Data provided Block Start
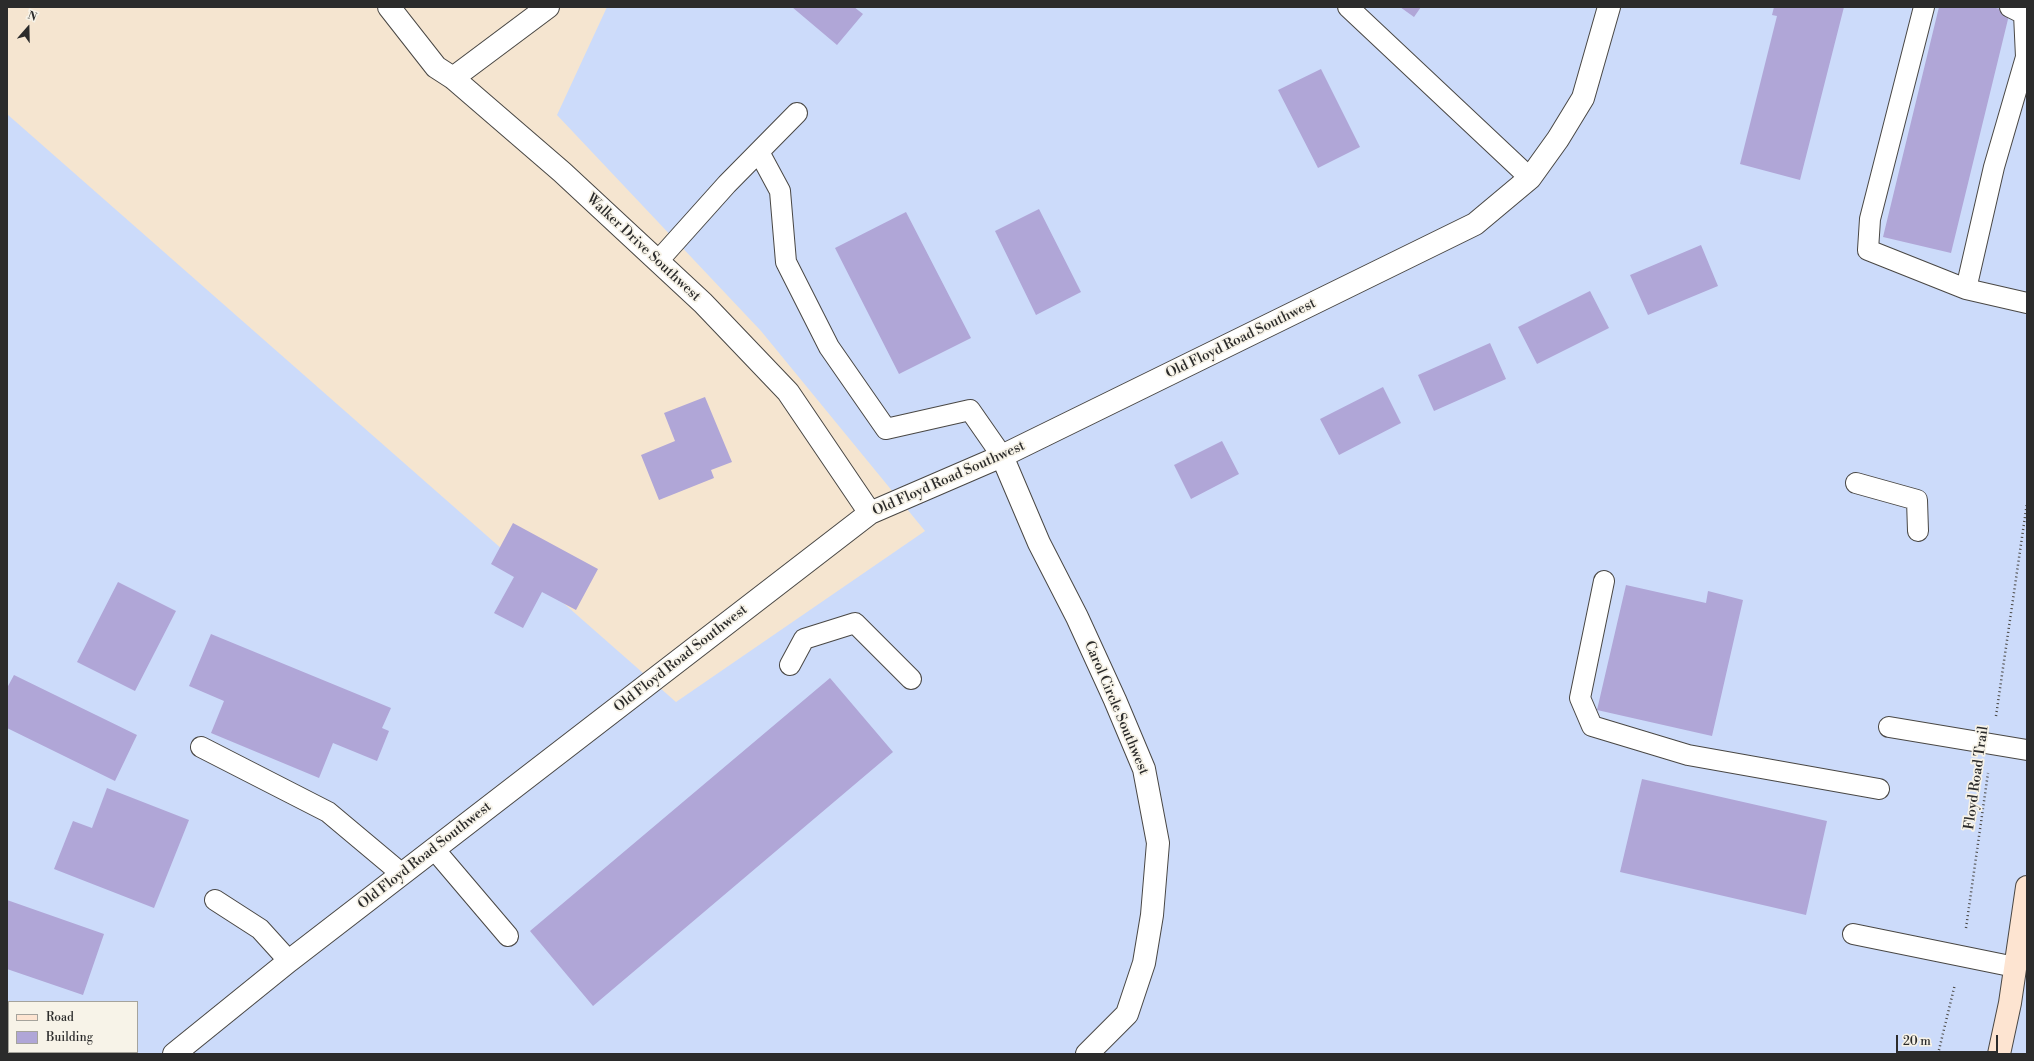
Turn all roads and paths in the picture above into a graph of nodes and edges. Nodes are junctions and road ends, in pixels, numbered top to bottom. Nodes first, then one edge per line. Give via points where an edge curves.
1 (389, 7) edge
2 (548, 7) edge
3 (1348, 7) edge
4 (1609, 7) edge
5 (1924, 7) edge
6 (2010, 7) edge
7 (453, 78) junction
8 (797, 113) dead end
9 (759, 152) junction
10 (1530, 178) junction
11 (658, 261) junction
12 (1966, 289) junction
13 (2027, 303) edge
14 (1002, 456) junction
15 (1856, 483) dead end
16 (2027, 503) edge
17 (870, 513) junction
18 (1918, 531) dead end
19 (1604, 581) dead end
20 (790, 665) dead end
21 (911, 679) dead end
22 (1889, 727) dead end
23 (1992, 744) junction
24 (201, 747) dead end
25 (2027, 750) edge
26 (1879, 789) dead end
27 (434, 849) junction
28 (402, 874) junction
29 (2027, 887) edge
30 (215, 900) dead end
31 (1853, 934) dead end
32 (508, 936) dead end
33 (1962, 956) junction
34 (289, 961) junction
35 (2015, 967) junction
36 (174, 1054) edge
37 (1087, 1054) edge
38 (1938, 1054) edge
39 (1999, 1054) edge

1 - 7 street, Walker Drive Southwest via 436,68
2 - 7 street
3 - 10 lane
4 - 10 street, Old Floyd Road Southwest via 1583,98
5 - 12 lane via 1870,218 1868,250
6 - 12 lane via 2024,14 2026,57 1994,167
7 - 11 street, Walker Drive Southwest via 562,172
8 - 9 lane
9 - 11 lane via 726,184
9 - 14 lane via 780,191 786,262 829,347 886,429 970,410
10 - 14 street, Old Floyd Road Southwest via 1475,224
11 - 17 street, Walker Drive Southwest via 703,303 788,392
12 - 13 lane
14 - 17 street, Old Floyd Road Southwest
14 - 37 street, Carol Circle Southwest via 1039,544 1077,617 1144,769 1158,843 1152,915 1144,963 1127,1014
15 - 18 lane via 1917,500
16 - 23 path, Floyd Road Trail
17 - 27 street, Old Floyd Road Southwest
19 - 26 lane via 1580,698 1592,726 1688,755
20 - 21 lane via 804,639 855,623
22 - 23 lane
23 - 25 lane
23 - 33 path, Floyd Road Trail
24 - 28 lane via 328,812
27 - 28 street, Old Floyd Road Southwest
27 - 32 lane
28 - 34 street, Old Floyd Road Southwest
29 - 35 main road
30 - 34 lane via 260,930
31 - 33 lane
33 - 35 lane
33 - 38 path, Floyd Road Trail
34 - 36 street, Old Floyd Road Southwest
35 - 39 main road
Data provided Block End
# Exercise objective
How many lines in the data above hold the word "Walker"? Answer with the number alone.

# Solution to the problem
3